Cependant, depuis le cessez-le-feu de fin novembre, le Premier ministre d’extrême-droite qui dirige le gouvernement d’Israël fait tout pour empêcher les projets de trêve d’aboutir et il s’oppose en particulier depuis fin mai au projet du président américain Joe Biden, bien que celui-ci se soit basé sur les demandes… du cabinet de Netanyahou ! Il est vrai qu’il est particulièrement aidé par son « meilleur ennemi » le Hamas qui souhaite comme lui s’installer dans un état de guerre.

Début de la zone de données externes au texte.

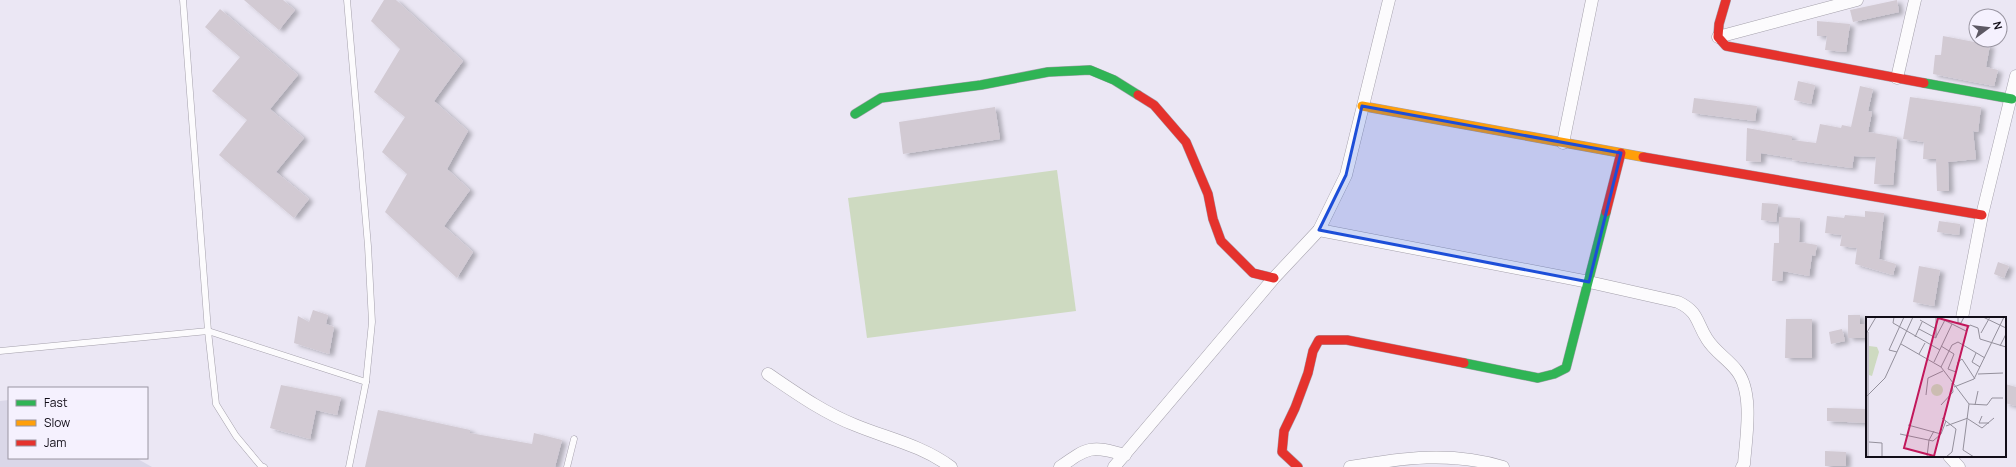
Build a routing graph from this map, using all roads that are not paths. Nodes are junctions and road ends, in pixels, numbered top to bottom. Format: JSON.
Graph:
{"nodes":[{"id":1,"x":183,"y":0,"type":"edge"},
{"id":2,"x":347,"y":0,"type":"edge"},
{"id":3,"x":1389,"y":0,"type":"edge"},
{"id":4,"x":1592,"y":0,"type":"edge"},
{"id":5,"x":1726,"y":0,"type":"edge"},
{"id":6,"x":1853,"y":0,"type":"edge"},
{"id":7,"x":1915,"y":0,"type":"edge"},
{"id":8,"x":1718,"y":37,"type":"junction"},
{"id":9,"x":2016,"y":76,"type":"edge"},
{"id":10,"x":1897,"y":78,"type":"junction"},
{"id":11,"x":2012,"y":99,"type":"junction"},
{"id":12,"x":1362,"y":106,"type":"junction"},
{"id":13,"x":855,"y":114,"type":"dead end"},
{"id":14,"x":1563,"y":143,"type":"junction"},
{"id":15,"x":1621,"y":153,"type":"junction"},
{"id":16,"x":1982,"y":215,"type":"junction"},
{"id":17,"x":1319,"y":230,"type":"junction"},
{"id":18,"x":1274,"y":278,"type":"junction"},
{"id":19,"x":1589,"y":282,"type":"junction"},
{"id":20,"x":1962,"y":317,"type":"edge"},
{"id":21,"x":208,"y":331,"type":"junction"},
{"id":22,"x":0,"y":351,"type":"edge"},
{"id":23,"x":768,"y":374,"type":"dead end"},
{"id":24,"x":366,"y":382,"type":"junction"},
{"id":25,"x":574,"y":439,"type":"dead end"},
{"id":26,"x":1125,"y":455,"type":"junction"},
{"id":27,"x":1950,"y":457,"type":"edge"},
{"id":28,"x":264,"y":467,"type":"edge"},
{"id":29,"x":349,"y":467,"type":"edge"},
{"id":30,"x":567,"y":467,"type":"edge"},
{"id":31,"x":951,"y":467,"type":"edge"},
{"id":32,"x":1060,"y":467,"type":"edge"},
{"id":33,"x":1114,"y":467,"type":"edge"},
{"id":34,"x":1298,"y":467,"type":"edge"},
{"id":35,"x":1350,"y":467,"type":"edge"},
{"id":36,"x":1503,"y":467,"type":"edge"},
{"id":37,"x":1742,"y":467,"type":"edge"},
{"id":38,"x":1959,"y":467,"type":"edge"}],
"edges":[{"from":1,"to":21,"type":"lane"},
{"from":2,"to":24,"type":"lane"},
{"from":3,"to":12,"type":"street"},
{"from":4,"to":14,"type":"street"},
{"from":5,"to":8,"type":"street"},
{"from":6,"to":8,"type":"street"},
{"from":7,"to":10,"type":"street"},
{"from":8,"to":10,"type":"street"},
{"from":9,"to":11,"type":"street"},
{"from":10,"to":11,"type":"street"},
{"from":11,"to":16,"type":"street"},
{"from":12,"to":14,"type":"street"},
{"from":12,"to":17,"type":"street"},
{"from":13,"to":18,"type":"street"},
{"from":14,"to":15,"type":"street"},
{"from":15,"to":16,"type":"street"},
{"from":15,"to":19,"type":"street"},
{"from":16,"to":20,"type":"street"},
{"from":17,"to":18,"type":"street"},
{"from":17,"to":19,"type":"street"},
{"from":18,"to":26,"type":"street"},
{"from":19,"to":34,"type":"street"},
{"from":19,"to":37,"type":"street"},
{"from":21,"to":22,"type":"lane"},
{"from":21,"to":24,"type":"lane"},
{"from":21,"to":28,"type":"lane"},
{"from":23,"to":31,"type":"street"},
{"from":24,"to":29,"type":"lane"},
{"from":25,"to":30,"type":"lane"},
{"from":26,"to":32,"type":"street"},
{"from":26,"to":33,"type":"street"},
{"from":27,"to":38,"type":"street"},
{"from":35,"to":36,"type":"street"}]}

Lire : Débarquement, Ukraine, Gaza, comment ces événements sont reliés

De même début juin, Netanyahou, avec un « sens tactique » évident, a empêché Benny Gantz de tenir sa conférence de presse où il allait expliquer l’impasse dans laquelle le gouvernement actuel enferme Israël. En déclenchant une opération de force en plein jour pour libérer 4 otages, il sacrifiait au passage la négociation de cessez-le-feu qui aurait probablement permis d’en libérer une quarantaine. Et Netanyahou liquidait par la même occasion le « cabinet de guerre » censé représenter l’union nationale. Il continuait ainsi, sans se laisser perturber un instant, son impitoyable offensive contre la bande de Gaza.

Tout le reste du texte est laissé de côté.